Masao Saito, manager of the TMT's telescope structure team, said the system is designed to survive a 1,000-year-return level quake. "There's a very stringent requirement of the telescope structure about a seismic event," said Saito. "The lifetime of the TMT is 50 years, so in a 1,000-year return there is a two percent chance that we may be hit with such a gigantic earthquake."
And then there's the ELT, "the world's biggest eye on the sky," under construction on Cerro Armazones in the Atacama Desert. Its 39-meter mirror, close to half the length of a soccer field, will be made up of 798 smaller mirrors that can actively adapt to conditions 1,000 times per second. It will gather more light than all 8-10 meter legacy telescopes on the planet combined.
Like the other two mega-projects, the ELT incorporates seismic isolators into its foundation. These allow up to 30 centimeters of horizontal movement. Unlike the others, ELT designers are also planning to temper the vertical acceleration associated with earthquakes with 80 "shock absorbers" built into the hydrostatic pads of the telescope's azimuth ring.
Vertical damping is more difficult to achieve, and no off-the-shelf solution exists for a machine this size. But ELT engineers had a bit of relevant experience to pull from. The Atacama Large Millimeter/submillimeter Array, or ALMA, designed and built by the ELT's parent organization, the European Southern Observatory (ESO), is a series of mobile, 100-metric-ton antennas moved on 14-wheeled transporters. Doing so on unpaved desert roads subjects the delicate antennas to potentially damaging road shocks, so each wheel is vertically damped.
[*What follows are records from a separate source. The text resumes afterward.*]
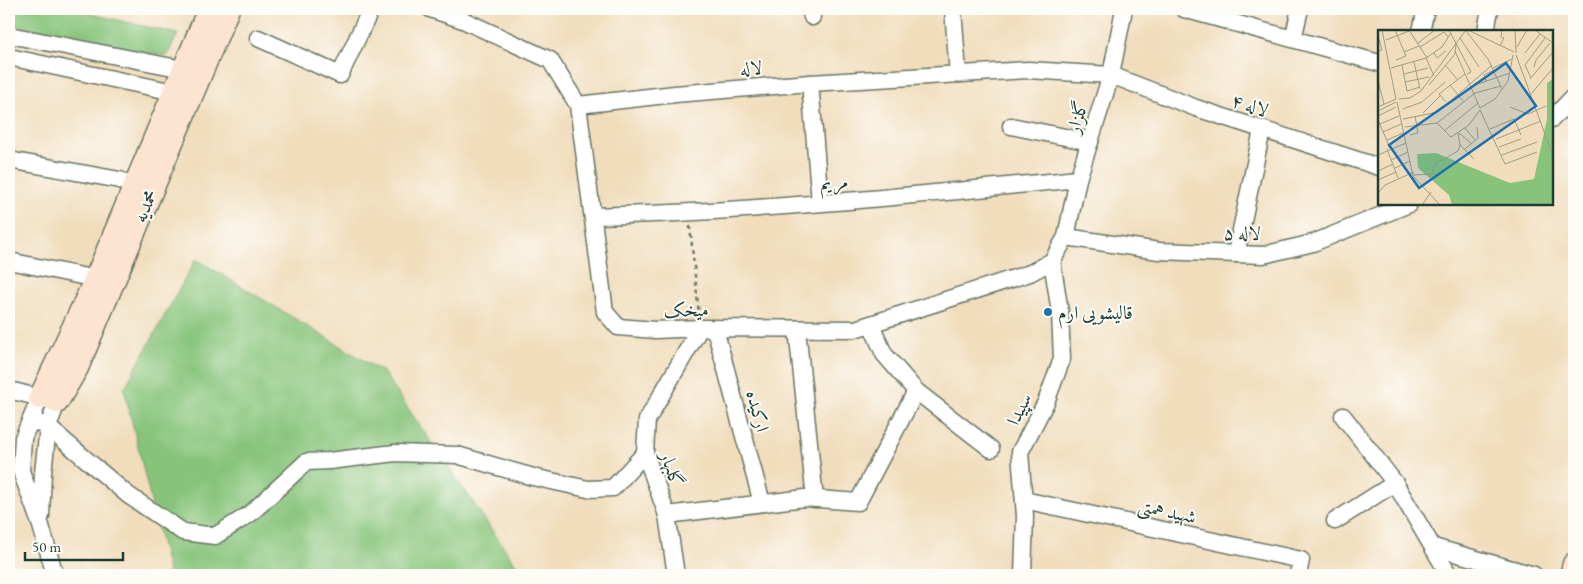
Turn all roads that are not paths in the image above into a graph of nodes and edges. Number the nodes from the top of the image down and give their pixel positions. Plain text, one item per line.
1 (209, 9) edge
2 (228, 9) edge
3 (371, 9) edge
4 (430, 9) edge
5 (953, 9) edge
6 (1124, 9) edge
7 (1184, 9) edge
8 (1300, 9) edge
9 (1426, 9) edge
10 (1490, 9) edge
11 (1421, 30) edge
12 (1486, 30) edge
13 (9, 35) edge
14 (258, 38) dead end
15 (1293, 39) junction
16 (9, 57) edge
17 (1378, 63) edge
18 (183, 70) junction
19 (958, 74) junction
20 (1111, 74) junction
21 (810, 83) junction
22 (174, 92) junction
23 (1574, 96) edge
24 (578, 105) junction
25 (1554, 112) edge
26 (1011, 126) dead end
27 (1262, 130) junction
28 (1090, 142) junction
29 (9, 160) edge
30 (1378, 168) edge
31 (1078, 179) junction
32 (135, 186) junction
33 (820, 203) junction
34 (1404, 205) edge
35 (1388, 208) edge
36 (593, 216) junction
37 (1066, 237) junction
38 (1236, 254) junction
39 (9, 261) edge
40 (1052, 261) junction
41 (96, 279) junction
42 (871, 324) junction
43 (708, 328) junction
44 (797, 329) junction
45 (9, 390) edge
46 (916, 391) junction
47 (49, 400) junction
48 (1343, 416) dead end
49 (31, 420) junction
50 (48, 427) junction
51 (991, 449) dead end
52 (645, 453) junction
53 (1396, 483) junction
54 (815, 499) junction
55 (1024, 500) junction
56 (762, 503) junction
57 (667, 515) junction
58 (1335, 522) dead end
59 (41, 526) junction
60 (1433, 547) junction
61 (1574, 564) edge
62 (1300, 568) edge
63 (1443, 574) edge
64 (55, 575) edge
65 (676, 575) edge
66 (1023, 575) edge
67 (1534, 575) edge
68 (1572, 575) edge

1 - 18 street, محمدیه
2 - 47 street, محمدیه
3 - 14 street
4 - 24 street
5 - 19 street
6 - 20 street, گلزار
7 - 15 street
8 - 15 street
9 - 11 street
10 - 12 street
13 - 18 street
15 - 17 street
16 - 22 street
18 - 22 street, محمدیه
19 - 20 street, لاله
19 - 21 street, لاله
20 - 27 street, لاله ۴
20 - 28 street, گلزار
21 - 24 street, لاله
21 - 33 street
22 - 32 street, محمدیه
23 - 25 street
24 - 36 street, میخک
26 - 28 street
27 - 30 street, لاله ۴
27 - 38 street
28 - 31 street, گلزار
29 - 32 street
31 - 33 street, مریم
31 - 37 street, گلزار
32 - 41 street, محمدیه
33 - 36 street, مریم
34 - 35 street, لاله ۵
35 - 38 street, لاله ۵
36 - 43 street, میخک
37 - 38 street, لاله ۵
37 - 40 street
39 - 41 street
40 - 42 street, میخک
40 - 55 street, سپیدا
41 - 47 street, محمدیه
42 - 44 street, میخک
42 - 46 street
43 - 44 street, میخک
43 - 52 street, گلبهار
43 - 56 street, ارکیده
44 - 54 street
45 - 47 street
46 - 51 street
46 - 54 street
47 - 49 street
47 - 50 street
48 - 53 street
49 - 50 street
49 - 59 street
50 - 52 street
50 - 59 street
52 - 57 street, گلبهار
53 - 58 street
53 - 60 street
54 - 56 street
55 - 62 street, شهید همتی
55 - 66 street, سپیدا
56 - 57 street
57 - 65 street, گلبهار
59 - 64 street
60 - 63 street
60 - 67 street
61 - 68 street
ESO engineer Max Kraus explained the system, and how it might be adaptable to the ELT, in a blog post on the observatory's website. "The goal of the system is to limit the forces transmitted from the road to the antenna by changing the oil volume in the hydraulic cylinders that connect the wheels and transporter frame—essentially, the system absorbs the shock before it reaches the antenna. If configured correctly, it doesn't need to be linked to an active sensing system. We realized that if we could also develop the ELT seismic damping technology without using an earthquake detection system located at a large distance from the ELT site, it would simplify the process and avoid expenses and risks."

Mitigating risk

The challenge of building behemoth observatories in astronomically exquisite places that could destroy them is fundamentally about mitigating risk. Telescopes are both massive and delicate, powerful and finely tuned. Each is thousands of tons of weight moving precisely in two planes, aligned exactly with the stars. To operate correctly, an observatory's foundation must be absolutely stiff, resisting wind loads and nuisance tremors, until the exact moment it needs to be flexible. Then when the shaking is over, all that slewing mass has to return, or be returnable, to its exact position in order to get back to doing science. Bent or broken machinery would be a setback. Damaged mirrors could take years to replace, and would be a catastrophe.
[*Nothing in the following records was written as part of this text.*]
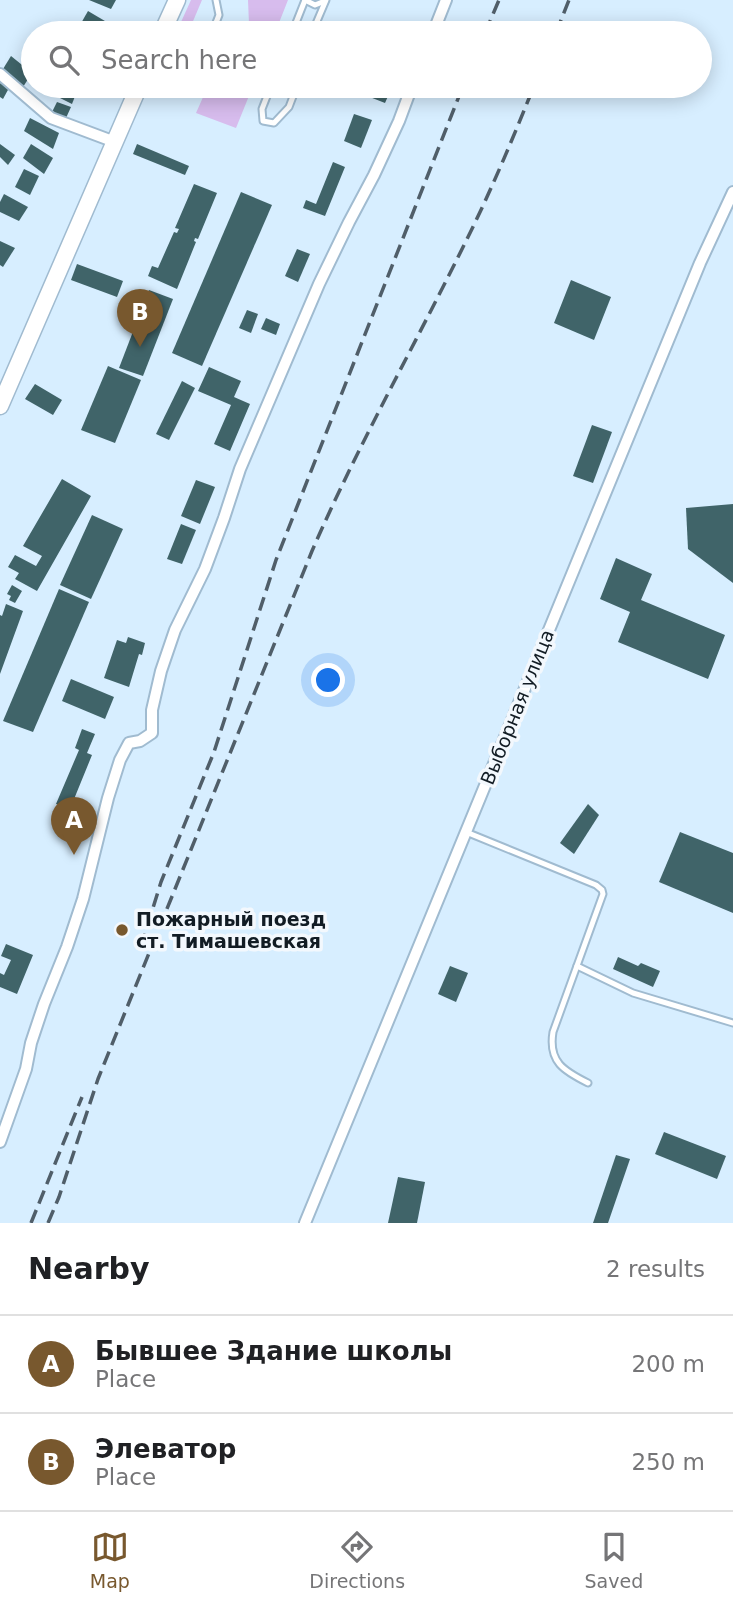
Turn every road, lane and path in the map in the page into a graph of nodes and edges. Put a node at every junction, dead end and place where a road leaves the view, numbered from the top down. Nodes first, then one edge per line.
1 (177, 0) edge
2 (216, 0) edge
3 (305, 0) edge
4 (326, 0) edge
5 (446, 0) edge
6 (167, 21) edge
7 (217, 21) edge
8 (297, 21) edge
9 (317, 21) edge
10 (438, 21) edge
11 (0, 74) edge
12 (21, 92) edge
13 (28, 98) edge
14 (134, 98) edge
15 (266, 98) edge
16 (292, 98) edge
17 (407, 98) edge
18 (115, 142) junction
19 (733, 192) edge
20 (4, 386) edge
21 (0, 406) edge
22 (466, 832) junction
23 (577, 966) junction
24 (733, 1023) edge
25 (588, 1083) dead end
26 (0, 1142) edge
27 (305, 1223) edge

1 - 6 main road
2 - 7 lane
3 - 4 lane
3 - 8 lane
4 - 9 lane
5 - 10 street
11 - 12 street
13 - 18 street
14 - 18 main road
15 - 16 lane
17 - 26 street
18 - 20 main road
19 - 22 street, Выборная улица
20 - 21 main road
22 - 23 lane
22 - 27 street, Выборная улица
23 - 24 lane
23 - 25 lane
"There is no industry data to provide stiffness of these bearings in these conditions," said the GMT's Ashby. "We just actually completed tests to directly measure the stiffness of these bearings in these conditions. We selected a set of prototype bearings and we did a series of rigorous tasks that include nominal seismic isolation performance to explore how they would impact normal operation. We've convinced ourselves at this point that they pose no increased risk in that respect."
It's uncharted territory, but so is the Universe these telescopes will explore—as long as the engineers can protect the machine. Ashby summed up what's at stake: "It's not much of a telescope if you break your mirrors."
Bob Whitby is a science writer based in Fayetteville, Arkansas.